Guillaume JEANSON.- Mes pensées vont bien sûr d’abord à chacune des victimes, à leur famille et à leurs proches. Elles vont ensuite à leurs collègues. Des collègues déjà durement éprouvés ces derniers mois. Alors que les suicides se multiplient dans leurs rangs. Alors que les tensions ne cessent de croître. Alors que cette semaine a justement été le théâtre d’une mobilisation inédite, cette «marche de la colère» qui a vu défiler mercredi des milliers d’entre eux pour crier leur désespoir devant une situation qui ne cesse de se dégrader. Cette attaque vient encore dramatiquement secouer une institution déjà fortement ébranlée.

Une enquête est en cours. Il semblerait que le suspect se soit récemment converti à l’islam. Si cette information est confirmée et si elle présente un quelconque lien avec l’attaque commise, de nombreuses questions se posent sur la sanctuarisation d’un lieu aussi sensible que la préfecture de police de Paris?

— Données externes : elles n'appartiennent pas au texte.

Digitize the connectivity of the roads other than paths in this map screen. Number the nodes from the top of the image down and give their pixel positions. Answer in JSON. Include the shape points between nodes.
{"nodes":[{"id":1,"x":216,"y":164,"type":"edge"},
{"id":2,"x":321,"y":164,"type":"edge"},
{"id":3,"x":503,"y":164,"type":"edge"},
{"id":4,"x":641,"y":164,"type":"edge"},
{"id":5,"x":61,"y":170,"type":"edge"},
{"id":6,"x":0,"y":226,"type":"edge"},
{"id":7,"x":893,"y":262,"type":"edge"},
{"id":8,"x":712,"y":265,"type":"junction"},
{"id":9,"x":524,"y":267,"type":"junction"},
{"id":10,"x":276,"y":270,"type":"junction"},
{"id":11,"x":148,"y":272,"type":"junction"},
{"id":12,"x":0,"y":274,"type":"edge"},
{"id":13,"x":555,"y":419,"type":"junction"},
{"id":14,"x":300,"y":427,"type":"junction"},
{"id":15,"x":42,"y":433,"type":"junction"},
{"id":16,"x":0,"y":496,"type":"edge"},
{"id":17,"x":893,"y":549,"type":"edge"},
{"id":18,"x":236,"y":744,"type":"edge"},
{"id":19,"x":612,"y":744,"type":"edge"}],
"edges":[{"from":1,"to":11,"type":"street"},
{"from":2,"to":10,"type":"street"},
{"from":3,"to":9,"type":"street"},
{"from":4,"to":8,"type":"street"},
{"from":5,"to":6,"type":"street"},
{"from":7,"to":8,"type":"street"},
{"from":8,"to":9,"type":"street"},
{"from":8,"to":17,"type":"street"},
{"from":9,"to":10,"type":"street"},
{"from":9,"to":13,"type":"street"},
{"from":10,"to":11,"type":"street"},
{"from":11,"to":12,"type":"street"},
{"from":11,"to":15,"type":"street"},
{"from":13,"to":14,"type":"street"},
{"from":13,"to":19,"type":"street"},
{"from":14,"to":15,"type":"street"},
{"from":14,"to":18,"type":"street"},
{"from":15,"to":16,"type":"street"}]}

Vous avez raison, l’enquête est en cours et il faut donc appréhender avec prudence les informations qui perlent dans la presse. De façon assez curieuse, on a d’abord entendu parler d’une déception amoureuse, puis d’un conflit avec la hiérarchie, puis d’une conversion à l’islam dix-huit mois plus tôt, puis d’un handicap de surdité, puis d’une «fragilité psychologique», puis d’un «coup de folie», puis «des voix» entendues la veille, puis des cris nocturnes d’«Allah Akbar»… sans qu’il soit véritablement possible de déterminer quel crédit leur accorder. Il appartient aux enquêteurs d’opérer un tri sérieux et d’exhumer des parcelles de vérité. Une vérité que tout le monde attend. Une vérité nécessaire, comme condition première pour éviter qu’un tel drame ne se reproduise.

En l’attendant, difficile tout de même de ne pas taire certains questionnements. D’autant lorsque l’on sait, que même si le parquet antiterroriste n’est pas saisi à l’heure où ces lignes sont écrites, il était en alerte hier toute la journée. Comment ne pas s’interroger devant le mode opératoire de ce périple meurtrier? Un mode opératoire qui résonne en effet étrangement avec toutes ces attaques au couteau, présentées comme des «actes isolés», et avec certains des attentats perpétrés les plus récemment: Villeurbanne, Condé sur Sarthe… Comment ne pas s’étonner devant l’articulation curieuse entre l’affirmation rapide d’un «coup de folie» soudain et la préméditation qui perce malgré tout derrière la décision d’emporter avec soi un couteau de cuisine indétectable sur un lieu de travail hautement sensible? Héritière des RG de la Préfecture de Police, la DRPP est en effet chargée de la collecte et de l’analyse d’informations portant notamment sur des sujets liés au terrorisme. Hébergée au sein de cette citadelle qu’est la préfecture de police de Paris, à quelques enjambées du vieux palais de justice de l’Ile de la Cité, elle avait justement vu ces effectifs renforcés sous l’égide du Plan de Lutte Antiterroriste de l’ancien Premier ministre Manuel Valls. Le tueur était-il radicalisé? Si oui, comment était-il possible qu’il soit en poste dans une administration aussi sensible? Devons-nous redouter que d’autres profils de ce type, dans la fonction publique, passent sous les radars?